I'm interested to see a couple of actual reports. In particular, Numis...who say:

SOCO announced today that it has entered in to a conditional agreement with
Lizeroux to acquire the 20% minority interest in SOCO Vietnam (currently owns
80%) for a cash consideration of $95m. We had valued SOCO's 80% stake in SOCO
Vietnam at $3.04bn, implying a $610m valuation for a 20% interest. However,
adjusting for SOCO's carry recovery (approx $155m remaining) and the time value
of positive cashflows net to the minority (SOCO was already receiving 100% of near
term TGT/CNV cashflows) we believe that deal is accretive to NAV - combined with
recent buybacks we upgrade our NAV by 22p/share.

.......which is interesting because, as most of you know, my own estimate of value in VN was virtually identical!

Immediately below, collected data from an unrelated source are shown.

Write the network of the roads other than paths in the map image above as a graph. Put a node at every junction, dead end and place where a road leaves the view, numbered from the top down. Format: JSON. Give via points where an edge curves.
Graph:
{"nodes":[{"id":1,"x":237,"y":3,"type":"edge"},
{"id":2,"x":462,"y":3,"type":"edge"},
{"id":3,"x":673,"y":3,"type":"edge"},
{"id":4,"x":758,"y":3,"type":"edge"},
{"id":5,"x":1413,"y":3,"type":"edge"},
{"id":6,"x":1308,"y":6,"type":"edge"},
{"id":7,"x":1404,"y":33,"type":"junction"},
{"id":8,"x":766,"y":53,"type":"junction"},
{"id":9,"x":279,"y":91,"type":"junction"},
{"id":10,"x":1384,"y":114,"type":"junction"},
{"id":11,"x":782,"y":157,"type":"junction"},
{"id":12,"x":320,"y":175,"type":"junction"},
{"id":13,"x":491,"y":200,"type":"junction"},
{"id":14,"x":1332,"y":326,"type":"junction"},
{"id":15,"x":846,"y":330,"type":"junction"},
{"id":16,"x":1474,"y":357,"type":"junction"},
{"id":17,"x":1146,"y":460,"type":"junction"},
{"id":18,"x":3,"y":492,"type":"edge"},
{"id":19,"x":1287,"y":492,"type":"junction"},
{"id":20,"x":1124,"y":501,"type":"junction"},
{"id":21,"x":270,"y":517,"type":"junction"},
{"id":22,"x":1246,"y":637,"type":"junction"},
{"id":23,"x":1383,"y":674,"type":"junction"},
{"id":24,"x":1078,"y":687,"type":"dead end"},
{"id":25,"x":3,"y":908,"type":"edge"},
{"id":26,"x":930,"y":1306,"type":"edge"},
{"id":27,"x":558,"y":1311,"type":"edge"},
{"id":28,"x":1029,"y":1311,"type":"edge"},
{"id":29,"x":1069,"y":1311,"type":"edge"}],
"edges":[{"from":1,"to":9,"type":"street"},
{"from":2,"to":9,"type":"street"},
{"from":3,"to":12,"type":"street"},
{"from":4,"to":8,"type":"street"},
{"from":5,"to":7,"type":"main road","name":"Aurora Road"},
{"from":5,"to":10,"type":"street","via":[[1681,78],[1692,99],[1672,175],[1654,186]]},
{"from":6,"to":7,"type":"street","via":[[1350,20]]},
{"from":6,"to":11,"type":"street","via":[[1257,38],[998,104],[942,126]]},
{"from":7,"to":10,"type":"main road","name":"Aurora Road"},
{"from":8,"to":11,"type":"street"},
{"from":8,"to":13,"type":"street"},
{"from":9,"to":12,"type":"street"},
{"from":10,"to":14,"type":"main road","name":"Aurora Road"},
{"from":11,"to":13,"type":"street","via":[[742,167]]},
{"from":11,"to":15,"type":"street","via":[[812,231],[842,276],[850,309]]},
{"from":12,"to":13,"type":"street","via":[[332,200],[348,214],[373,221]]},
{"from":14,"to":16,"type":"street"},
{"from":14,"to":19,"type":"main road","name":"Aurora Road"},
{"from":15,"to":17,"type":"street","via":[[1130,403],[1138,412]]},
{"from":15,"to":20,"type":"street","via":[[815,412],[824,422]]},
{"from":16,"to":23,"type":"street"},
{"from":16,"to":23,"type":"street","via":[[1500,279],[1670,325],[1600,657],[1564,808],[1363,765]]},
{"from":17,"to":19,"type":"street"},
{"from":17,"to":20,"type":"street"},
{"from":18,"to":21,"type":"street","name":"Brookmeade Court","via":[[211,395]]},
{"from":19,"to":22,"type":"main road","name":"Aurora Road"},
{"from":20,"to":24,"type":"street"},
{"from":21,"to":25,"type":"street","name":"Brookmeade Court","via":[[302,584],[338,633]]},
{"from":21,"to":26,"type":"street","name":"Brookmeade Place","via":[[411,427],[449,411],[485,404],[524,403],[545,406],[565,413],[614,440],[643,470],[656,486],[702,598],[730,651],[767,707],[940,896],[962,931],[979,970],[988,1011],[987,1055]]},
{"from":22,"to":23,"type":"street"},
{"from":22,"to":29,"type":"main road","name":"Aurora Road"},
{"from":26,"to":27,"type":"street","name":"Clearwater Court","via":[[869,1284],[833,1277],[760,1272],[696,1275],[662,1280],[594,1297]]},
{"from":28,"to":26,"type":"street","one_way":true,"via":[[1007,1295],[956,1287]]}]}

After this deal, it now looks to me like the post-deal VN total is worth $3.6bn........and, based on some delayed AGM gossip that I only picked up today, I could see the H4 production results potentially pushing this up to as high as $4.5bn. It is somewhat too early to count the chickens on that - but.......if there should happen to be a bit of production data to back up those thoughts and consenting adult reservoir engineers can agree on the interpretation ......perhaps a deal can be done sooner than some think?

I am also interested to see that the ML piece on the deal headlines it as an "opportunistic acquisition of distressed stake" ......which goes a long way to explaining the things which seem to be confusing some posters elsewhere.